This was published 5 months ago
Opinion
There’s nothing silly about Perth footy club’s costume scandal
My three-year-old already loves football.
When he sees the blue-and-yellow guernseys darting across the TV, he cheers: “That’s our team!”
I cringe, but he’s already a staunch fan despite not having lived long enough to see a good Eagles season.
It keeps going at the park. I walk my two boys down to the local oval to play on the playground, throw the dogs a stick and watch the local footy practice.
I’ve been waiting for him to be old enough to join Auskick since he started walking. But lately, I’ve started second-guessing that.
“Stop f---ing around like a bunch of nannas,” I hear one afternoon.
I’m appalled. It’s one of the coaches of a boys’ team whose players couldn’t have been older than 14.
My son isn’t old enough to register the swearing, let along the misogynistic insult – by the way, his Nanna is nothing if not hard-working.
But I can’t shake the thought that this is the environment he’ll be learning in.
I think about going over and saying something, but with two kids and two dogs running in every direction, I decide to mind my own business.
When I get home and tell my husband, he agrees the comment was bad, but says it’s pretty normal. He was coached like that too, it’s just how it is.
We all think in 2025 we know better, but despite all the government respect campaigns and opinion pieces like this, it’s clear the change is not breaking through
It’s not just the words we say, but what we let slide in the moment.
That same brushing things off as “banter” is what’s behind the Osborne Park Football Club scandal.
The City of Stirling has terminated the club’s lease after a player turned up to “Silly Sunday” dressed up as the late physicist Stephen Hawking, who used a wheelchair for much of his life due to a slow-progressing form of motor neurone disease.
The player was in a wheelchair and there was allegedly a mock-up of a pornography website on the screen of the communication device insinuating he was accessing child exploitation material.
The wheelchair and accessory were later found by cleaners of the clubrooms and the matter was referred to police.
No criminal offence was found, but the club has since been forced to vacate the premises for good.
This costume wasn’t a clever or cheeky joke that missed the mark because the world suddenly became “too woke”.
Making light of child exploitation material has never been OK. It’s not edgy.
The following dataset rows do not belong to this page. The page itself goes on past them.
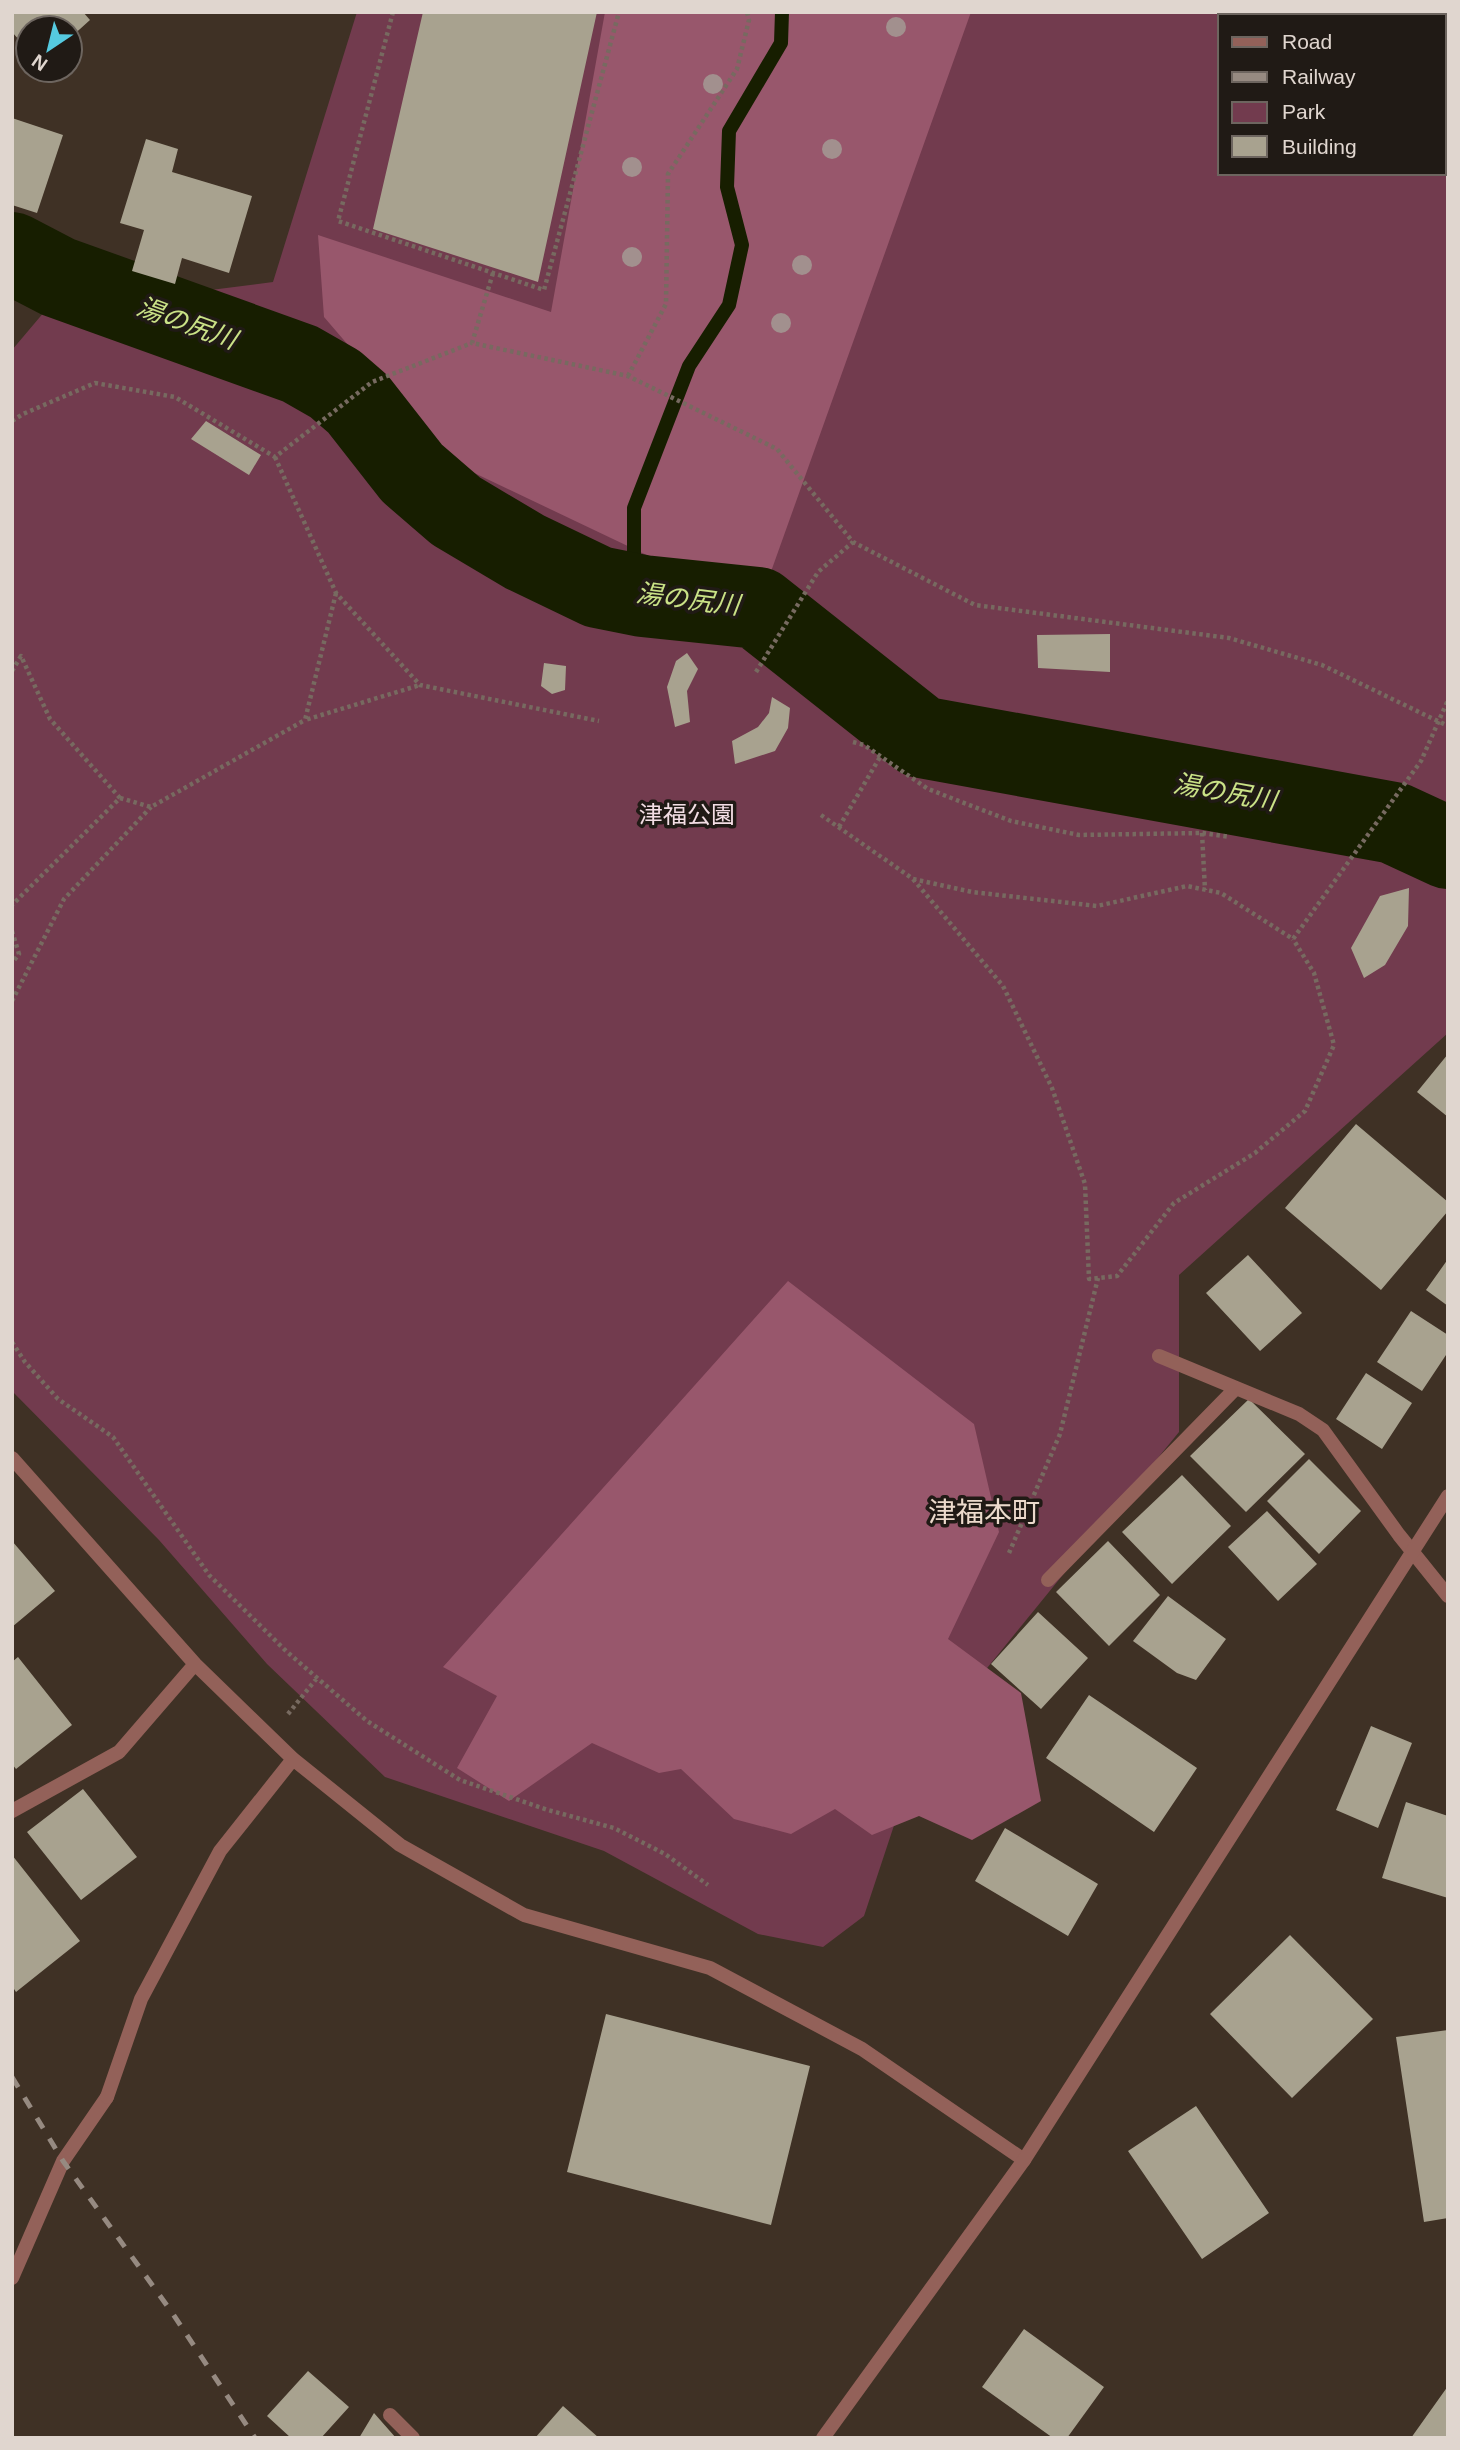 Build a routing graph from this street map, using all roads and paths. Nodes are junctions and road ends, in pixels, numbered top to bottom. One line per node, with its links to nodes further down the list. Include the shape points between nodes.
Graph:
1 (393, 12): 4 (path, via 338,221)
2 (620, 12): 4 (path, via 544,290)
3 (747, 12): 6 (path, via 737,69 668,174 666,304)
4 (493, 273): 5 (path)
5 (472, 343): 6 (path); 8 (path, via 372,382)
6 (628, 376): 9 (path, via 777,449)
7 (12, 421): 8 (path, via 95,383 175,397)
8 (275, 457): 10 (path)
9 (853, 542): 12 (path, via 818,572); 17 (path, via 975,605 1229,638 1322,665)
10 (336, 593): 13 (path); 15 (path)
11 (12, 671): 21 (path, via 21,656 50,719)
12 (756, 672)
13 (420, 685): 15 (path); 16 (path)
14 (1448, 700): 17 (path)
15 (305, 720): 22 (path)
16 (599, 721)
17 (1439, 723): 18 (path); 31 (path, via 1421,761)
18 (1448, 726)
19 (853, 742): 20 (path)
20 (880, 757): 24 (path); 25 (path, via 928,789 1011,821 1079,835)
21 (120, 798): 22 (path); 29 (path)
22 (151, 807): 33 (path, via 64,899)
23 (821, 815): 24 (path)
24 (839, 827): 27 (path)
25 (1202, 833): 26 (path); 28 (path)
26 (1230, 837)
27 (913, 880): 28 (path, via 972,892 1097,906 1187,886); 34 (path, via 1003,986 1052,1088 1085,1184 1089,1279)
28 (1205, 890): 31 (path, via 1221,892)
29 (12, 905)
30 (12, 931): 32 (path, via 19,954)
31 (1293, 939): 34 (path, via 1314,973 1334,1045 1305,1111 1255,1153 1174,1203 1117,1276)
32 (12, 963)
33 (12, 1001)
34 (1098, 1278): 41 (path, via 1060,1434)
35 (12, 1342): 45 (path, via 58,1399 113,1437 209,1575)
36 (1159, 1356): 37 (street)
37 (1236, 1388): 40 (street, via 1299,1414 1323,1430); 42 (street)
38 (12, 1458): 44 (street)
39 (1448, 1496): 40 (street)
40 (1412, 1552): 43 (street); 50 (street)
41 (1009, 1553)
42 (1048, 1580)
43 (1448, 1596)
44 (195, 1664): 46 (street); 48 (street, via 119,1752)
45 (317, 1678): 46 (path); 49 (path, via 367,1721 460,1780 614,1828 665,1854)
46 (271, 1737): 47 (street)
47 (293, 1759): 50 (street, via 400,1845 524,1915 710,1968 862,2049); 51 (street, via 220,1851 141,1999 107,2097 62,2161)
48 (12, 1811)
49 (708, 1885)
50 (1024, 2160): 54 (street)
51 (12, 2278)
52 (390, 2415): 53 (street)
53 (412, 2438)
54 (823, 2438)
It’s not harmless. It’s indecent.
And to be clear, the costume wasn’t mocking victims directly – it was allegedly insinuating that Stephen Hawking had ties to Jeffrey Epstein.
But it’s the same lack of care for victims all over again.
WA Premier Roger Cook yesterday said people “need to realise what is not appropriate in this day and age”. But the truth is, this behaviour was never appropriate — not in any day or age.
The real issue isn’t the costume itself, it’s the response in the moment.
The failure of anyone in that room – a teammate, a coach, a club leader – to say: “That’s not on.”
Apologies from the new club president mean little when recognition only comes after public backlash.
The lease ban matters precisely because it shows that finally, there are consequences.
And, according to the City of Stirling mayor, this wasn’t a first offence. The club had “a pattern of poor form and poor behaviour”, according to Mark Irwin.
This is what accountability looks like after repeated failures to self-correct.
None of this means those involved should be “cancelled” forever.
It should be a learning moment – for the player, the club leaders, and every bystander who laughed or stayed silent.
However, real growth requires consequences. Without them, there’s no reason to change.
Some people complain that these standards are a product of political correctness, that clubs are being punished for having fun.
But “woke,” in its truest sense, simply means waking up – finally seeing the world as it really is and how our actions ripple outward.
Just because something was once considered fair game, it doesn’t mean it wasn’t hurting people. It just means those being hurt weren’t being heard.
Our young men – already being told that the modern world is against them – are still being taught to think that being decent makes you soft, and that speaking up makes you a killjoy.
But that’s exactly backwards.
Being a good teammate, a good mate, a good man, means knowing where the line is and being strong enough to draw it.
The truth is, the crisis of abuse, sexual and domestic, doesn’t start in adulthood. It starts much earlier — in changerooms, in pubs, and at “Silly Sundays,” where silence and laughter tell the next generation what’s acceptable.
Osborne Park’s case is more than embarrassing. It’s a warning. If community sport is to be the heart of our suburbs, then that heart has to be healthy.
Elise Gately is a journalist at Radio 6PR, which is owned by Nine, also the owner of this masthead.